#### DATA FOR THE TASK

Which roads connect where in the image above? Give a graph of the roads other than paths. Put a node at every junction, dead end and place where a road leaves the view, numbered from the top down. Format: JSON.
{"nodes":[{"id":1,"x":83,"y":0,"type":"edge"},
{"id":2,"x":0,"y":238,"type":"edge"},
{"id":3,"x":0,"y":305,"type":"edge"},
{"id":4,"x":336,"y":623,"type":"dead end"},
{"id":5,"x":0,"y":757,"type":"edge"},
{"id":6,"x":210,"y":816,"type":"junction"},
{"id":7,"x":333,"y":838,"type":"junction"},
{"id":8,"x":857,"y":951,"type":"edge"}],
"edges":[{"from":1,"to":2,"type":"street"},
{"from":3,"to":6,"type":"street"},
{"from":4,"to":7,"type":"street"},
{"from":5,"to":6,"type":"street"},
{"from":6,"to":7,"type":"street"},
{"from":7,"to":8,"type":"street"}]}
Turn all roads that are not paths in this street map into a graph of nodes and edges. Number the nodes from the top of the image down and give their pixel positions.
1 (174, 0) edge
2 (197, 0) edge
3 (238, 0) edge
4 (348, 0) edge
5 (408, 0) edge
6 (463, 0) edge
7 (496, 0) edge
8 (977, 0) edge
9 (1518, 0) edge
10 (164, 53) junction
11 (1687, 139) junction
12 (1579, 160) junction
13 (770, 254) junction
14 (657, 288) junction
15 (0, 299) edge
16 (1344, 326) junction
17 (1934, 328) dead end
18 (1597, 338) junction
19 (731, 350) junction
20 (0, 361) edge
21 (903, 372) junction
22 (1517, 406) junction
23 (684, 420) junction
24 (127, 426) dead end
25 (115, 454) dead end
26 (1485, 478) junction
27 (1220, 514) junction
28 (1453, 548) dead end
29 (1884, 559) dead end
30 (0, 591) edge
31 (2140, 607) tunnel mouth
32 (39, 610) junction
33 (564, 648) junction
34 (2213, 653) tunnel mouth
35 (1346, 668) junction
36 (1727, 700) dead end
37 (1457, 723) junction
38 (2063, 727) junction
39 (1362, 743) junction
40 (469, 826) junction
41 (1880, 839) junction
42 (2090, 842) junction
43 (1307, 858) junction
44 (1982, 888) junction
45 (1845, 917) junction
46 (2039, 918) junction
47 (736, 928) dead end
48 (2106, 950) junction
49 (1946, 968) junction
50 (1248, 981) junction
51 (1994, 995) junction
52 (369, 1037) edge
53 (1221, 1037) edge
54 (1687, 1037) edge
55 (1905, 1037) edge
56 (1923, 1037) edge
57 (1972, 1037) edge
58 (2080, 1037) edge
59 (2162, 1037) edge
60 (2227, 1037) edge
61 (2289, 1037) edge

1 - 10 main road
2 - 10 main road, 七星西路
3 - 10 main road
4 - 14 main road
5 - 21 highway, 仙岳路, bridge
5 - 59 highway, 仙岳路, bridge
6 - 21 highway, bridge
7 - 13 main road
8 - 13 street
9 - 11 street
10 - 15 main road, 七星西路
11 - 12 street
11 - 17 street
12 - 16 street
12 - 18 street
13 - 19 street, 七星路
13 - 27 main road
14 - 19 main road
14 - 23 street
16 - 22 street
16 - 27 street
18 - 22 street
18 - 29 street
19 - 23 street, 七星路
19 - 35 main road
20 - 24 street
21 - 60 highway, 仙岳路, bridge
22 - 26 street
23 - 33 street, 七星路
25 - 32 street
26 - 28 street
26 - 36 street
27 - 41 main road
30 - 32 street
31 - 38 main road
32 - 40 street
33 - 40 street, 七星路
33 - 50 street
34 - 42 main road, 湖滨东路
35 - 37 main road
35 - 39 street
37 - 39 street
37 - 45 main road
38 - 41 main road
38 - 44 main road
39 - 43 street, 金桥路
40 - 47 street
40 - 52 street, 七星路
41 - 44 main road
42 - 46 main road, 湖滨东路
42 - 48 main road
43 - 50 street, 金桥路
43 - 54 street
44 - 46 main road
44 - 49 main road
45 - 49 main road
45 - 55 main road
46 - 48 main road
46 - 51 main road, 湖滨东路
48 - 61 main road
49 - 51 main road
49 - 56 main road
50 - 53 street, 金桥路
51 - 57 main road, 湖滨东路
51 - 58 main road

########

→ EXERCISE GOAL: An exact repeat of the whole listing above is needed; write it out now.

→ REPLY:
Which roads connect where in the image above? Give a graph of the roads other than paths. Put a node at every junction, dead end and place where a road leaves the view, numbered from the top down. Format: JSON.
{"nodes":[{"id":1,"x":83,"y":0,"type":"edge"},
{"id":2,"x":0,"y":238,"type":"edge"},
{"id":3,"x":0,"y":305,"type":"edge"},
{"id":4,"x":336,"y":623,"type":"dead end"},
{"id":5,"x":0,"y":757,"type":"edge"},
{"id":6,"x":210,"y":816,"type":"junction"},
{"id":7,"x":333,"y":838,"type":"junction"},
{"id":8,"x":857,"y":951,"type":"edge"}],
"edges":[{"from":1,"to":2,"type":"street"},
{"from":3,"to":6,"type":"street"},
{"from":4,"to":7,"type":"street"},
{"from":5,"to":6,"type":"street"},
{"from":6,"to":7,"type":"street"},
{"from":7,"to":8,"type":"street"}]}
Turn all roads that are not paths in this street map into a graph of nodes and edges. Number the nodes from the top of the image down and give their pixel positions.
1 (174, 0) edge
2 (197, 0) edge
3 (238, 0) edge
4 (348, 0) edge
5 (408, 0) edge
6 (463, 0) edge
7 (496, 0) edge
8 (977, 0) edge
9 (1518, 0) edge
10 (164, 53) junction
11 (1687, 139) junction
12 (1579, 160) junction
13 (770, 254) junction
14 (657, 288) junction
15 (0, 299) edge
16 (1344, 326) junction
17 (1934, 328) dead end
18 (1597, 338) junction
19 (731, 350) junction
20 (0, 361) edge
21 (903, 372) junction
22 (1517, 406) junction
23 (684, 420) junction
24 (127, 426) dead end
25 (115, 454) dead end
26 (1485, 478) junction
27 (1220, 514) junction
28 (1453, 548) dead end
29 (1884, 559) dead end
30 (0, 591) edge
31 (2140, 607) tunnel mouth
32 (39, 610) junction
33 (564, 648) junction
34 (2213, 653) tunnel mouth
35 (1346, 668) junction
36 (1727, 700) dead end
37 (1457, 723) junction
38 (2063, 727) junction
39 (1362, 743) junction
40 (469, 826) junction
41 (1880, 839) junction
42 (2090, 842) junction
43 (1307, 858) junction
44 (1982, 888) junction
45 (1845, 917) junction
46 (2039, 918) junction
47 (736, 928) dead end
48 (2106, 950) junction
49 (1946, 968) junction
50 (1248, 981) junction
51 (1994, 995) junction
52 (369, 1037) edge
53 (1221, 1037) edge
54 (1687, 1037) edge
55 (1905, 1037) edge
56 (1923, 1037) edge
57 (1972, 1037) edge
58 (2080, 1037) edge
59 (2162, 1037) edge
60 (2227, 1037) edge
61 (2289, 1037) edge

1 - 10 main road
2 - 10 main road, 七星西路
3 - 10 main road
4 - 14 main road
5 - 21 highway, 仙岳路, bridge
5 - 59 highway, 仙岳路, bridge
6 - 21 highway, bridge
7 - 13 main road
8 - 13 street
9 - 11 street
10 - 15 main road, 七星西路
11 - 12 street
11 - 17 street
12 - 16 street
12 - 18 street
13 - 19 street, 七星路
13 - 27 main road
14 - 19 main road
14 - 23 street
16 - 22 street
16 - 27 street
18 - 22 street
18 - 29 street
19 - 23 street, 七星路
19 - 35 main road
20 - 24 street
21 - 60 highway, 仙岳路, bridge
22 - 26 street
23 - 33 street, 七星路
25 - 32 street
26 - 28 street
26 - 36 street
27 - 41 main road
30 - 32 street
31 - 38 main road
32 - 40 street
33 - 40 street, 七星路
33 - 50 street
34 - 42 main road, 湖滨东路
35 - 37 main road
35 - 39 street
37 - 39 street
37 - 45 main road
38 - 41 main road
38 - 44 main road
39 - 43 street, 金桥路
40 - 47 street
40 - 52 street, 七星路
41 - 44 main road
42 - 46 main road, 湖滨东路
42 - 48 main road
43 - 50 street, 金桥路
43 - 54 street
44 - 46 main road
44 - 49 main road
45 - 49 main road
45 - 55 main road
46 - 48 main road
46 - 51 main road, 湖滨东路
48 - 61 main road
49 - 51 main road
49 - 56 main road
50 - 53 street, 金桥路
51 - 57 main road, 湖滨东路
51 - 58 main road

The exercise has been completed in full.